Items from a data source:
==================================================

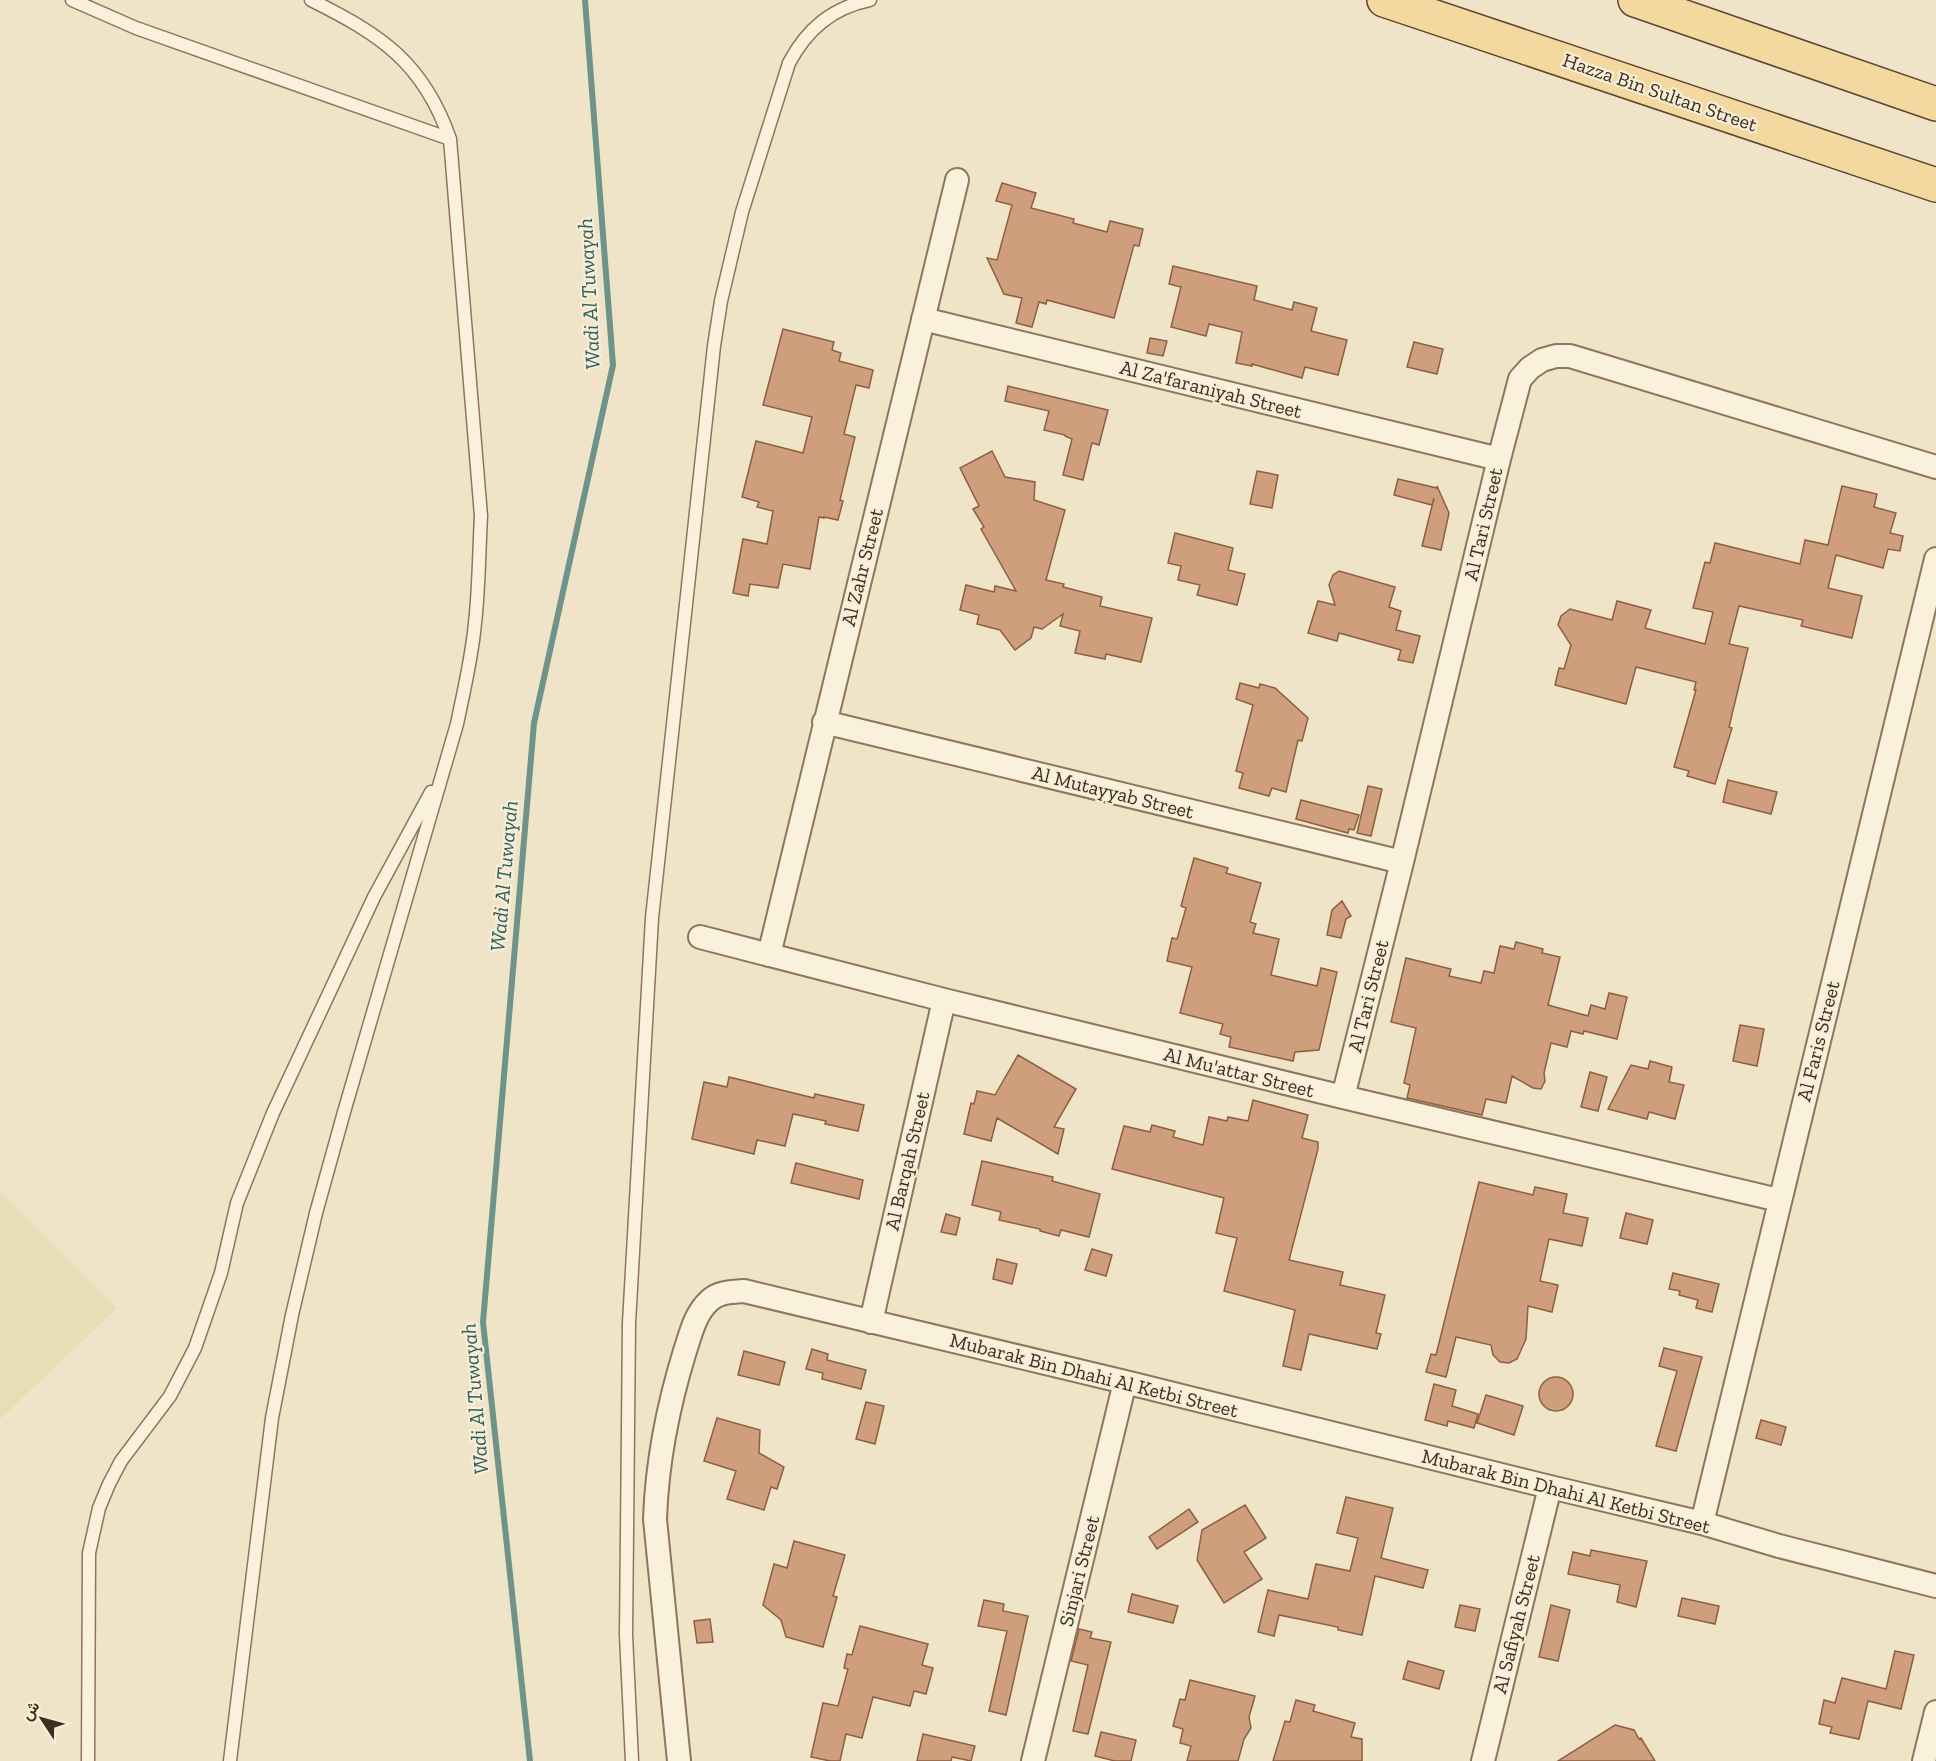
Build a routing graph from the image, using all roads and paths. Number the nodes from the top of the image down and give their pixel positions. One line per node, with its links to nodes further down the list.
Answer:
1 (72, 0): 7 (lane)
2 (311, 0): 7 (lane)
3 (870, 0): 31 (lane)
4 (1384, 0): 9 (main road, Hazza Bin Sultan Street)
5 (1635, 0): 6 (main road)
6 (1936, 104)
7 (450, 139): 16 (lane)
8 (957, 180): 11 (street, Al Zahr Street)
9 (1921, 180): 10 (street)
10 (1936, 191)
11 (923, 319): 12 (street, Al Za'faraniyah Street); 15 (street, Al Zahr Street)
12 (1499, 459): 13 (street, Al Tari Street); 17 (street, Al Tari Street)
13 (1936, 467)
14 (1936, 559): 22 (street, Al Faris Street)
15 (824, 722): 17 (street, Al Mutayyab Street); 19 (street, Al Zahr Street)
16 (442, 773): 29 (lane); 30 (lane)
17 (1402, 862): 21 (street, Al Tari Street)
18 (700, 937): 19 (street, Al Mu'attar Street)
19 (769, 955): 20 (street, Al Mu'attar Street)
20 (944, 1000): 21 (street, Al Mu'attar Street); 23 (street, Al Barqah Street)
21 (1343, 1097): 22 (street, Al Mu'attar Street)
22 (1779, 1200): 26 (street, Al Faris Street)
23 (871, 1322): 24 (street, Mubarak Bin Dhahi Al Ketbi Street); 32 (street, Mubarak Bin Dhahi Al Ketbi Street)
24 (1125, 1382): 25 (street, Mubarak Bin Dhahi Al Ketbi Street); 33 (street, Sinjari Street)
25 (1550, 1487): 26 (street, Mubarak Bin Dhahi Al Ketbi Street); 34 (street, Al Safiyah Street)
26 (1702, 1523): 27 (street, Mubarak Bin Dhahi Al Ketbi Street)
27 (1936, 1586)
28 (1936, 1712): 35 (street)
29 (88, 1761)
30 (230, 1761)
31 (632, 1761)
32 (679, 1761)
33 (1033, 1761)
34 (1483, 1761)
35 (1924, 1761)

==================================================

What the exercise asks:
Please copy the data above exactly; the pictures do not belong in the copy.

Response to the exercise:
Build a routing graph from the image, using all roads and paths. Number the nodes from the top of the image down and give their pixel positions. One line per node, with its links to nodes further down the list.
Answer:
1 (72, 0): 7 (lane)
2 (311, 0): 7 (lane)
3 (870, 0): 31 (lane)
4 (1384, 0): 9 (main road, Hazza Bin Sultan Street)
5 (1635, 0): 6 (main road)
6 (1936, 104)
7 (450, 139): 16 (lane)
8 (957, 180): 11 (street, Al Zahr Street)
9 (1921, 180): 10 (street)
10 (1936, 191)
11 (923, 319): 12 (street, Al Za'faraniyah Street); 15 (street, Al Zahr Street)
12 (1499, 459): 13 (street, Al Tari Street); 17 (street, Al Tari Street)
13 (1936, 467)
14 (1936, 559): 22 (street, Al Faris Street)
15 (824, 722): 17 (street, Al Mutayyab Street); 19 (street, Al Zahr Street)
16 (442, 773): 29 (lane); 30 (lane)
17 (1402, 862): 21 (street, Al Tari Street)
18 (700, 937): 19 (street, Al Mu'attar Street)
19 (769, 955): 20 (street, Al Mu'attar Street)
20 (944, 1000): 21 (street, Al Mu'attar Street); 23 (street, Al Barqah Street)
21 (1343, 1097): 22 (street, Al Mu'attar Street)
22 (1779, 1200): 26 (street, Al Faris Street)
23 (871, 1322): 24 (street, Mubarak Bin Dhahi Al Ketbi Street); 32 (street, Mubarak Bin Dhahi Al Ketbi Street)
24 (1125, 1382): 25 (street, Mubarak Bin Dhahi Al Ketbi Street); 33 (street, Sinjari Street)
25 (1550, 1487): 26 (street, Mubarak Bin Dhahi Al Ketbi Street); 34 (street, Al Safiyah Street)
26 (1702, 1523): 27 (street, Mubarak Bin Dhahi Al Ketbi Street)
27 (1936, 1586)
28 (1936, 1712): 35 (street)
29 (88, 1761)
30 (230, 1761)
31 (632, 1761)
32 (679, 1761)
33 (1033, 1761)
34 (1483, 1761)
35 (1924, 1761)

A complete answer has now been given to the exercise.